Wednesday, July 2, 2008

How to make maple syrup part 2

How to Do It (scroll down and read part 1 first)

1. Be sure that your trees are sugar maples. Hard maple and soft maple both deliver significant amounts of sap at different times. Black and sugar maples are the first choice when they are available. A hard maple may also be called a rock maple. Any maple you decide to tap should be at least 10" in diameter for one tap hole and container. Now as the tree gets wider in diameter (approx every 8") you can add another tap hole and bag or bucket may be added. A tree 28" in diameter could have a setting of three buckets. Normally trees having lots of branches will better produce than a tree with small tops.

2. Drill the 7/16" hole 3" deep at a height not to high and not to low. Generally i try to make the holes just a bit below chest height. Look for unscathed bark and use a different spot every year that you drill. Never drill closer then 4" to an old tap hole. The hole will not have to be slanted, the sap will run out either way.

3. Drive the spout using a hammer, so that it cannot be pulled out by hand. At the same time be careful not to split the tree.

4. Hang your bag or container on the hook of the spout. If you made homemade spouts, take some wire and use it as a hanger. Make sure you cover the bucket to keep the rain and snow out otherwise you will be spending much longer in front of the fire as you boil (higher water content equals longer boiling from sap to syrup).

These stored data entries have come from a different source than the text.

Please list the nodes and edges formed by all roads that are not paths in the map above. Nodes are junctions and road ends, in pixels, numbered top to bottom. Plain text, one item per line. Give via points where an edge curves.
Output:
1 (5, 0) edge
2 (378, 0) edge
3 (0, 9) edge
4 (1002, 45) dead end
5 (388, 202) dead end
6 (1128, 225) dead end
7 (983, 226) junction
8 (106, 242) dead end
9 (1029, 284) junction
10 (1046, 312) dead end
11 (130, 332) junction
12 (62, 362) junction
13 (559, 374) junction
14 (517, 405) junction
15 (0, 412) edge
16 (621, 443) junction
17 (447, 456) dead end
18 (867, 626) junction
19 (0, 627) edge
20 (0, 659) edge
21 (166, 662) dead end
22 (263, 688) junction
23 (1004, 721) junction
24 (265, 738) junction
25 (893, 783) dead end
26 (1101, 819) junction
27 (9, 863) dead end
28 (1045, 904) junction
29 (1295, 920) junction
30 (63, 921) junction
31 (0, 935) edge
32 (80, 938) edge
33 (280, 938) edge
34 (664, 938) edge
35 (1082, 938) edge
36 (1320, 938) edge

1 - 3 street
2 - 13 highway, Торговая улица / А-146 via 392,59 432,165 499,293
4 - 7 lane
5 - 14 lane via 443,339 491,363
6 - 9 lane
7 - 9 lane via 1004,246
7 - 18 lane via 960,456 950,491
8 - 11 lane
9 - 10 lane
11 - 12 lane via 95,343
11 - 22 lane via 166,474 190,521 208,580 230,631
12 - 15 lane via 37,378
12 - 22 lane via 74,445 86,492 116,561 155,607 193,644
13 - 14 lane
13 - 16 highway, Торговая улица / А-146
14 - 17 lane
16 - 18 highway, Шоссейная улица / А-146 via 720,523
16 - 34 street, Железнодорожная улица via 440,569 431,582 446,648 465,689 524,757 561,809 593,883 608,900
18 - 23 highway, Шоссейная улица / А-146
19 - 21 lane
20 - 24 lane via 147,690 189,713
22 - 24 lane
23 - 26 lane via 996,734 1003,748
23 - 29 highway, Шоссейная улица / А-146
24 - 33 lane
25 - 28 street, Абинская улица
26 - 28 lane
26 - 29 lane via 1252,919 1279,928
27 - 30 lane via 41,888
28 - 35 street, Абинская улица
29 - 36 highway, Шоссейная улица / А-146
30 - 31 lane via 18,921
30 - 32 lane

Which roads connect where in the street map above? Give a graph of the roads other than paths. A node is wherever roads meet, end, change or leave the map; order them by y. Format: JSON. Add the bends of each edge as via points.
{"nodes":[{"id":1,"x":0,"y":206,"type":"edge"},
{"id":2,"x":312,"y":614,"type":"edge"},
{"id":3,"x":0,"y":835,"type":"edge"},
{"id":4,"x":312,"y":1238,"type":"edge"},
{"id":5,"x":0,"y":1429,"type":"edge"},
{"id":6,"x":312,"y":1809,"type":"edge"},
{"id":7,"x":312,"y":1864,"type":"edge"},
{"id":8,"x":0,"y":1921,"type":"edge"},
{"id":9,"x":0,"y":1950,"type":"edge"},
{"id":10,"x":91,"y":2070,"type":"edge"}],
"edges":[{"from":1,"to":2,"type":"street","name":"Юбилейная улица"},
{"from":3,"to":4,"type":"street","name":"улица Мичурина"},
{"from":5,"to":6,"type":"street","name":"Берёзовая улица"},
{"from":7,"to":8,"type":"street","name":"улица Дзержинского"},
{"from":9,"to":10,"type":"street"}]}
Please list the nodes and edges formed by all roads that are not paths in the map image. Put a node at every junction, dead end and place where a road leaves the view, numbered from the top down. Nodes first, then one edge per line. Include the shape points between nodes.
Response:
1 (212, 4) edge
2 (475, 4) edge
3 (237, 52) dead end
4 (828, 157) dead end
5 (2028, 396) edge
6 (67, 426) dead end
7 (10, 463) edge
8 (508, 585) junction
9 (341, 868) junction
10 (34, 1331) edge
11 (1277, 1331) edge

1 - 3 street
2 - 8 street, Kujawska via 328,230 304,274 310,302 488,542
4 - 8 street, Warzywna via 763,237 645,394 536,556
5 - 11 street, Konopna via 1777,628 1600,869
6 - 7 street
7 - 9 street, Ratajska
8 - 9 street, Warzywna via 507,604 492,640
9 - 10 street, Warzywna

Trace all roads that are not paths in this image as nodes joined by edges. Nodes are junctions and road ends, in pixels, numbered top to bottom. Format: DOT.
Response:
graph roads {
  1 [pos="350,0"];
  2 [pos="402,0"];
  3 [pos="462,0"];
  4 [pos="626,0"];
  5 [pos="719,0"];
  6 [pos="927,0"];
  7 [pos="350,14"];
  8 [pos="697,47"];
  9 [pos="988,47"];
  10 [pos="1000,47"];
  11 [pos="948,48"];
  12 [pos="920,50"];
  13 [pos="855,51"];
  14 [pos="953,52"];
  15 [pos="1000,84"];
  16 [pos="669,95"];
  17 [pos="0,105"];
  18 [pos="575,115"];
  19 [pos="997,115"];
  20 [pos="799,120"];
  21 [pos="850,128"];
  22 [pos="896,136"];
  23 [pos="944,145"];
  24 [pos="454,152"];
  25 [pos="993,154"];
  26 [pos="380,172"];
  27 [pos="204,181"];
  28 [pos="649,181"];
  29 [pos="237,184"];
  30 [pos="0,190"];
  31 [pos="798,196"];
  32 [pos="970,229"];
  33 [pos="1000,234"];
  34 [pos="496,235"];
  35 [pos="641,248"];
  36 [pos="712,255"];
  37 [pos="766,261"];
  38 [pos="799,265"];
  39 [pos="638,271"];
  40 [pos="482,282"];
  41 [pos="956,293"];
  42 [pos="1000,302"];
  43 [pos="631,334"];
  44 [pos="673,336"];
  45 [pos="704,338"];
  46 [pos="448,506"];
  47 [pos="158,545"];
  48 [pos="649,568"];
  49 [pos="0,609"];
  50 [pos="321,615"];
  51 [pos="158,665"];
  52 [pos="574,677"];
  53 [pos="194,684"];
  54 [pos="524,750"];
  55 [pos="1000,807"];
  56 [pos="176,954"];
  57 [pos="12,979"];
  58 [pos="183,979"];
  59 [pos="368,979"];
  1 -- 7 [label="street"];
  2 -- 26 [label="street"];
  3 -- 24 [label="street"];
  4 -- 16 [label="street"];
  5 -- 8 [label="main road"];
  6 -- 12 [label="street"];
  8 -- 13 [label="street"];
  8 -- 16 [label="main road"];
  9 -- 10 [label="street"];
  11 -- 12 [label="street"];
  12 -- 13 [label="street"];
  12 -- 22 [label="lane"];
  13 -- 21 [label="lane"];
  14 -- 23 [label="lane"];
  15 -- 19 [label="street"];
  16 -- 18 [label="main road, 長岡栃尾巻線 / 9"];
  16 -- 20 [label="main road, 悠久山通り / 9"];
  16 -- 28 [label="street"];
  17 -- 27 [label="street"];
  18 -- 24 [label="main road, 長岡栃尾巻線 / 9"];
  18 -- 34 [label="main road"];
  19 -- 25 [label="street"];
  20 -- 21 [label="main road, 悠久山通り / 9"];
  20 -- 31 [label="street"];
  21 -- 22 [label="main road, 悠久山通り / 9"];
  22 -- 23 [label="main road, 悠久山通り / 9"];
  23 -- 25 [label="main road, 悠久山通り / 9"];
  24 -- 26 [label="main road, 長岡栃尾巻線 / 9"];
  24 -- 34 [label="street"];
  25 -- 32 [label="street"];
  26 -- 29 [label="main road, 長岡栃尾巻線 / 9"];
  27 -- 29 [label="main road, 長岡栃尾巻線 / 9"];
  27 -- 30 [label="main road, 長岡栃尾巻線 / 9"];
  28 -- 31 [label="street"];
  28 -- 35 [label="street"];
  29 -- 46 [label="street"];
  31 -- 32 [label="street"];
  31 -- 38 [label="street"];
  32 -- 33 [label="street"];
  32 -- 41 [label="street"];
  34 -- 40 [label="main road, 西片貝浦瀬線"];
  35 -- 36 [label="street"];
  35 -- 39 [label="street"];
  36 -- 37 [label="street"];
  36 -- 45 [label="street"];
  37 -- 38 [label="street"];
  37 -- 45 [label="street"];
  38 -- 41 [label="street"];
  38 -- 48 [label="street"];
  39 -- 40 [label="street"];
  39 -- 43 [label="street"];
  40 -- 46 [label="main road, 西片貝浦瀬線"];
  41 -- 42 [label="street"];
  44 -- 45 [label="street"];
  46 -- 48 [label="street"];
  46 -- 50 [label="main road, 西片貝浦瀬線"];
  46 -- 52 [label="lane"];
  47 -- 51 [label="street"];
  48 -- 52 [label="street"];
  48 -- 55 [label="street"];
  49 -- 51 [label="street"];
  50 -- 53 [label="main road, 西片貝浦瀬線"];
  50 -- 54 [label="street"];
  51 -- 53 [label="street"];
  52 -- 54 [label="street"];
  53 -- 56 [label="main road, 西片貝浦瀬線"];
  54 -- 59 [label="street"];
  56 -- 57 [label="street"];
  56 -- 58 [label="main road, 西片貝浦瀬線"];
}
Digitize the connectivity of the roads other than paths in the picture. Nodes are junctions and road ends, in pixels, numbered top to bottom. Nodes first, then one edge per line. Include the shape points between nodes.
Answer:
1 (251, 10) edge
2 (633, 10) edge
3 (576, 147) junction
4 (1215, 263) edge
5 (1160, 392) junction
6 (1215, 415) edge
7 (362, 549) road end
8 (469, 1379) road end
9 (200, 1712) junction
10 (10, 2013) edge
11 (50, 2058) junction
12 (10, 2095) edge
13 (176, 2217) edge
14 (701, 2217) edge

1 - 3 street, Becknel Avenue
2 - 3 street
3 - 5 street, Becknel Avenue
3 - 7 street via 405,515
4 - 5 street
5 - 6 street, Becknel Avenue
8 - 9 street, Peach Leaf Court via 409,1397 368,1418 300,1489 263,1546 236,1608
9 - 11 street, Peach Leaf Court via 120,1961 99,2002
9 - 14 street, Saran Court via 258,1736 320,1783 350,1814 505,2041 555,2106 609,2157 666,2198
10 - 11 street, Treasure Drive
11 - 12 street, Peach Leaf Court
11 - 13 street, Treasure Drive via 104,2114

5. Once you go gathering make sure you have your "evaporator" (backyard fireplace or kitchen stove)ready to go.

6. Ok, The sap is running! Depending on the weather you could be overflowing or you may just have a little in your buckets. It is important if it stays above freezing for more then a couple days that you boil your sap asap(haha get it? never mind). Sap left out in the sun will collect a high level of bacteria and it could cause your syrup to spoil. So, you have enough sap in your buckets to boil it down - you are ready to start your fire. Don't fill your pan completely or it will boil over. Keep a stick of butter or margarine handy to rub around the top of your boiling pan and this should keep it from boiling over. The water will boil away and you just keep adding more sap to the pan. Never let your pan level go below an inch or you may burn your pan. You can mix the cold sap with the boiling sap it will still turn out alright. As you see your wood pile vanishing you may wonder if you'll ever have fresh syrup. Hold tight though because nothing is quite as tasty as some home made maple syrup! It takes roughly 40 gallons of sap to make one gallon of syrup. These numbers will vary slightly throughout the season but as a rule of thumb normally its 40:1 so plan on being at this boiling process a while. A chimney made of brick or a stove pipe (4 to 6 and 1/2 feet long) on your arch or outdoor fireplace is suggested for keeping the smoke away from the boiling sap so that the syrup will not darken or have an off-taste from the smoke.

7. As i mentioned earlier, do not leave sap in the collecting buckets for more then a few days, especially in warm weather. Ideally you should gather every time the sap runs. Also, try to store your sap in a cool area and as soon as possible. Naturally, you should boil it as quick as you can.

8. Finished maple syrup is 7 degrees F. above boiling water. Your trusty syrup or candy thermometer will show you this. We use a syrup hydrometer and a testing cup, if you decide to go larger scale you may want to use those items. A syrup hydrometer will tell you when the syrup is done. The cup will require two or three cupfuls of syrup in order to make the test. Syrup is thicker than water hence it weighs more. Accurate syrup should weigh at least 11 pounds per gallon. Don't go beyond 11 1/4 pounds per gallon or it could form crystals in the bottom and around the top of the storage container.

9. Next it is important to strain your syrup to make sure there is no dust or other debris. Pour hot syrup through a syrup filter made of felt or a strainer that you can purchase through specialty equipment dealers. If you don't have either one, a double outing flannel layer will work or, you could let the syrup cool for twelve hours or more. Sediment will settle at the bottom of your container and then you can pour off the quality syrup. Syrup should always be reheated to at least 180 degrees before it is poured into containers for final storage.

10. Now it's time to pour your hot syrup into your clean, sterile canning jars and seal. You will want them full as possible so that very little air will be in the jar. For a better seal lay your jar on it's side while the syrup is still hot.

11.Always store your syrup in a cool place. We keep ours in a unheated garage until it gets warm and then we transfer it to an air conditioned trailer that we utilize for a variety of things. If your garage is to warm or you do not have a garage or a cellar or even a basement i have read that a freezer is also ideal. Plus properly prepared syrup won't freeze on you and a poor seal will not be as important when you store your syrup in a freezer.

12.You could also visit a commercial maple producer for some more tips on how to make syrup. Most producers welcome visitors and will even give you a free tour. You can obtain locations of producers from the local extension service office in your town.